### [DATA PROVIDED]

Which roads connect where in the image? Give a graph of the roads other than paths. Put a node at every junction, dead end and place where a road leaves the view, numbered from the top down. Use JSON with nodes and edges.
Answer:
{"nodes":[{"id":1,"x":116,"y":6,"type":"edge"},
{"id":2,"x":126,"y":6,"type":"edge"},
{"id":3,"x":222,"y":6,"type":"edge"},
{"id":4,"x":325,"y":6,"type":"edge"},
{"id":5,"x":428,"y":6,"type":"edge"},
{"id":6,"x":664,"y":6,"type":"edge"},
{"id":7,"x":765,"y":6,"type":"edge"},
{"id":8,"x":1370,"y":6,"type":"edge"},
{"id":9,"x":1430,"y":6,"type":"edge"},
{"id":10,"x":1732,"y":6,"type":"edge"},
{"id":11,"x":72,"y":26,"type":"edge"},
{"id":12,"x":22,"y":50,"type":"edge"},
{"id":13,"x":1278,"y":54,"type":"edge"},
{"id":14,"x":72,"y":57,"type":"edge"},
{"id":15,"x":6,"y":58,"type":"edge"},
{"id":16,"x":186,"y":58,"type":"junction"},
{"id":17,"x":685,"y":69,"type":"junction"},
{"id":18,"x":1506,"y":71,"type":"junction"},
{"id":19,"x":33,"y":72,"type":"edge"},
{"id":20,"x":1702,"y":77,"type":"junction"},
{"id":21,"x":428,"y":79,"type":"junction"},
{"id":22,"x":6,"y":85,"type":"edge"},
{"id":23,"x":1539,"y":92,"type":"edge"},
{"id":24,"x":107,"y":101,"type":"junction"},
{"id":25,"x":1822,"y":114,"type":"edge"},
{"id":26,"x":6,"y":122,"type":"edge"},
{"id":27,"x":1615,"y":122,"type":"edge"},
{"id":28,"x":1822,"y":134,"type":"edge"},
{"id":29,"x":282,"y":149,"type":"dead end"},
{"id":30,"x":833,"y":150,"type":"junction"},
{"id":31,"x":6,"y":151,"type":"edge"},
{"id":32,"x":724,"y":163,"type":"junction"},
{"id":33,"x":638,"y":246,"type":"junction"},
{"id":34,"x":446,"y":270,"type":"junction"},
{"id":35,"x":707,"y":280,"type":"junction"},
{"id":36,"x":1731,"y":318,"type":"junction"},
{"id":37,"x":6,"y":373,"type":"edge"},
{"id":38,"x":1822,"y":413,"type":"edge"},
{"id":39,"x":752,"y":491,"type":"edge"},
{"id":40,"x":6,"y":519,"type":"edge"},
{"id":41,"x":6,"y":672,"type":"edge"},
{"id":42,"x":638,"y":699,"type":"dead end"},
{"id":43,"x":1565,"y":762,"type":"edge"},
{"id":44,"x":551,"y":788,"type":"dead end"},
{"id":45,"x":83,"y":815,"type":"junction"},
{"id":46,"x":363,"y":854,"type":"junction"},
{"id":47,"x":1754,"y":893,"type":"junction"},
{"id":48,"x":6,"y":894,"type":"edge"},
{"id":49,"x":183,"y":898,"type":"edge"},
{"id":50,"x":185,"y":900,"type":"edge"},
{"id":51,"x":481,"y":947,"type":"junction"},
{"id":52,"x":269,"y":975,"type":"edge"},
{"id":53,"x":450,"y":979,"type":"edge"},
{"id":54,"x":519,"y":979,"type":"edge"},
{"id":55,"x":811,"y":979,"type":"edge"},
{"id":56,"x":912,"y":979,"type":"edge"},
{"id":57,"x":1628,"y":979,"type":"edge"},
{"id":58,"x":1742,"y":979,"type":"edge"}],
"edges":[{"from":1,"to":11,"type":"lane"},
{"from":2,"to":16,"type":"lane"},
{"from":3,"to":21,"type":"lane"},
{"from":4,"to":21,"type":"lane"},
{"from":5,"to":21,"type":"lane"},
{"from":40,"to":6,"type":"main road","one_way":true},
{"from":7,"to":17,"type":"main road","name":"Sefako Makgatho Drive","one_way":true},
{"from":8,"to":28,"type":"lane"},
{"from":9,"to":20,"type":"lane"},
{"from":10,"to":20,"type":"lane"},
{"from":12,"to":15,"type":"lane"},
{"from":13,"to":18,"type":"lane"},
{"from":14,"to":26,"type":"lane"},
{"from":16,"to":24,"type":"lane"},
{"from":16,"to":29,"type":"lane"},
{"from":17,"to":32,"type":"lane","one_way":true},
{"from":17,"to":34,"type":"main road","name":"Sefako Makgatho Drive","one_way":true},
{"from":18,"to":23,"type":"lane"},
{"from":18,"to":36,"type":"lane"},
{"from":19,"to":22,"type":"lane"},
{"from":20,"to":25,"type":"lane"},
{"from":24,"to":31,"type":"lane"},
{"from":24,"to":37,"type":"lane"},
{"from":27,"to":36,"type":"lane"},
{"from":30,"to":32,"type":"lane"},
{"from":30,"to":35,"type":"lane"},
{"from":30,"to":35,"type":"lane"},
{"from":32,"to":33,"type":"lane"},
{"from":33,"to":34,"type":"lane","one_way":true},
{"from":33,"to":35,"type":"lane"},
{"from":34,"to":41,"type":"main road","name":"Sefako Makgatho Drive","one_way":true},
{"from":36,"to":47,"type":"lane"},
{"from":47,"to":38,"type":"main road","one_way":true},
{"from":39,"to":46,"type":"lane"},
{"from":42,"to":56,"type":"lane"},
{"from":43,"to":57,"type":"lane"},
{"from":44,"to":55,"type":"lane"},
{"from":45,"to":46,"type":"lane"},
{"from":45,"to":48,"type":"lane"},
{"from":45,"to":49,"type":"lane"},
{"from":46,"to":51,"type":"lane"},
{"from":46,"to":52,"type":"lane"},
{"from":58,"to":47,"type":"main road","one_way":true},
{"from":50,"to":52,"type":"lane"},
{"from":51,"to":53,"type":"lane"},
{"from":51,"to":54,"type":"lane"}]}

### [REQUIRED WORK]
Print all of the material above exactly as given.

### [RESPONSE AREA]
Which roads connect where in the image? Give a graph of the roads other than paths. Put a node at every junction, dead end and place where a road leaves the view, numbered from the top down. Use JSON with nodes and edges.
Answer:
{"nodes":[{"id":1,"x":116,"y":6,"type":"edge"},
{"id":2,"x":126,"y":6,"type":"edge"},
{"id":3,"x":222,"y":6,"type":"edge"},
{"id":4,"x":325,"y":6,"type":"edge"},
{"id":5,"x":428,"y":6,"type":"edge"},
{"id":6,"x":664,"y":6,"type":"edge"},
{"id":7,"x":765,"y":6,"type":"edge"},
{"id":8,"x":1370,"y":6,"type":"edge"},
{"id":9,"x":1430,"y":6,"type":"edge"},
{"id":10,"x":1732,"y":6,"type":"edge"},
{"id":11,"x":72,"y":26,"type":"edge"},
{"id":12,"x":22,"y":50,"type":"edge"},
{"id":13,"x":1278,"y":54,"type":"edge"},
{"id":14,"x":72,"y":57,"type":"edge"},
{"id":15,"x":6,"y":58,"type":"edge"},
{"id":16,"x":186,"y":58,"type":"junction"},
{"id":17,"x":685,"y":69,"type":"junction"},
{"id":18,"x":1506,"y":71,"type":"junction"},
{"id":19,"x":33,"y":72,"type":"edge"},
{"id":20,"x":1702,"y":77,"type":"junction"},
{"id":21,"x":428,"y":79,"type":"junction"},
{"id":22,"x":6,"y":85,"type":"edge"},
{"id":23,"x":1539,"y":92,"type":"edge"},
{"id":24,"x":107,"y":101,"type":"junction"},
{"id":25,"x":1822,"y":114,"type":"edge"},
{"id":26,"x":6,"y":122,"type":"edge"},
{"id":27,"x":1615,"y":122,"type":"edge"},
{"id":28,"x":1822,"y":134,"type":"edge"},
{"id":29,"x":282,"y":149,"type":"dead end"},
{"id":30,"x":833,"y":150,"type":"junction"},
{"id":31,"x":6,"y":151,"type":"edge"},
{"id":32,"x":724,"y":163,"type":"junction"},
{"id":33,"x":638,"y":246,"type":"junction"},
{"id":34,"x":446,"y":270,"type":"junction"},
{"id":35,"x":707,"y":280,"type":"junction"},
{"id":36,"x":1731,"y":318,"type":"junction"},
{"id":37,"x":6,"y":373,"type":"edge"},
{"id":38,"x":1822,"y":413,"type":"edge"},
{"id":39,"x":752,"y":491,"type":"edge"},
{"id":40,"x":6,"y":519,"type":"edge"},
{"id":41,"x":6,"y":672,"type":"edge"},
{"id":42,"x":638,"y":699,"type":"dead end"},
{"id":43,"x":1565,"y":762,"type":"edge"},
{"id":44,"x":551,"y":788,"type":"dead end"},
{"id":45,"x":83,"y":815,"type":"junction"},
{"id":46,"x":363,"y":854,"type":"junction"},
{"id":47,"x":1754,"y":893,"type":"junction"},
{"id":48,"x":6,"y":894,"type":"edge"},
{"id":49,"x":183,"y":898,"type":"edge"},
{"id":50,"x":185,"y":900,"type":"edge"},
{"id":51,"x":481,"y":947,"type":"junction"},
{"id":52,"x":269,"y":975,"type":"edge"},
{"id":53,"x":450,"y":979,"type":"edge"},
{"id":54,"x":519,"y":979,"type":"edge"},
{"id":55,"x":811,"y":979,"type":"edge"},
{"id":56,"x":912,"y":979,"type":"edge"},
{"id":57,"x":1628,"y":979,"type":"edge"},
{"id":58,"x":1742,"y":979,"type":"edge"}],
"edges":[{"from":1,"to":11,"type":"lane"},
{"from":2,"to":16,"type":"lane"},
{"from":3,"to":21,"type":"lane"},
{"from":4,"to":21,"type":"lane"},
{"from":5,"to":21,"type":"lane"},
{"from":40,"to":6,"type":"main road","one_way":true},
{"from":7,"to":17,"type":"main road","name":"Sefako Makgatho Drive","one_way":true},
{"from":8,"to":28,"type":"lane"},
{"from":9,"to":20,"type":"lane"},
{"from":10,"to":20,"type":"lane"},
{"from":12,"to":15,"type":"lane"},
{"from":13,"to":18,"type":"lane"},
{"from":14,"to":26,"type":"lane"},
{"from":16,"to":24,"type":"lane"},
{"from":16,"to":29,"type":"lane"},
{"from":17,"to":32,"type":"lane","one_way":true},
{"from":17,"to":34,"type":"main road","name":"Sefako Makgatho Drive","one_way":true},
{"from":18,"to":23,"type":"lane"},
{"from":18,"to":36,"type":"lane"},
{"from":19,"to":22,"type":"lane"},
{"from":20,"to":25,"type":"lane"},
{"from":24,"to":31,"type":"lane"},
{"from":24,"to":37,"type":"lane"},
{"from":27,"to":36,"type":"lane"},
{"from":30,"to":32,"type":"lane"},
{"from":30,"to":35,"type":"lane"},
{"from":30,"to":35,"type":"lane"},
{"from":32,"to":33,"type":"lane"},
{"from":33,"to":34,"type":"lane","one_way":true},
{"from":33,"to":35,"type":"lane"},
{"from":34,"to":41,"type":"main road","name":"Sefako Makgatho Drive","one_way":true},
{"from":36,"to":47,"type":"lane"},
{"from":47,"to":38,"type":"main road","one_way":true},
{"from":39,"to":46,"type":"lane"},
{"from":42,"to":56,"type":"lane"},
{"from":43,"to":57,"type":"lane"},
{"from":44,"to":55,"type":"lane"},
{"from":45,"to":46,"type":"lane"},
{"from":45,"to":48,"type":"lane"},
{"from":45,"to":49,"type":"lane"},
{"from":46,"to":51,"type":"lane"},
{"from":46,"to":52,"type":"lane"},
{"from":58,"to":47,"type":"main road","one_way":true},
{"from":50,"to":52,"type":"lane"},
{"from":51,"to":53,"type":"lane"},
{"from":51,"to":54,"type":"lane"}]}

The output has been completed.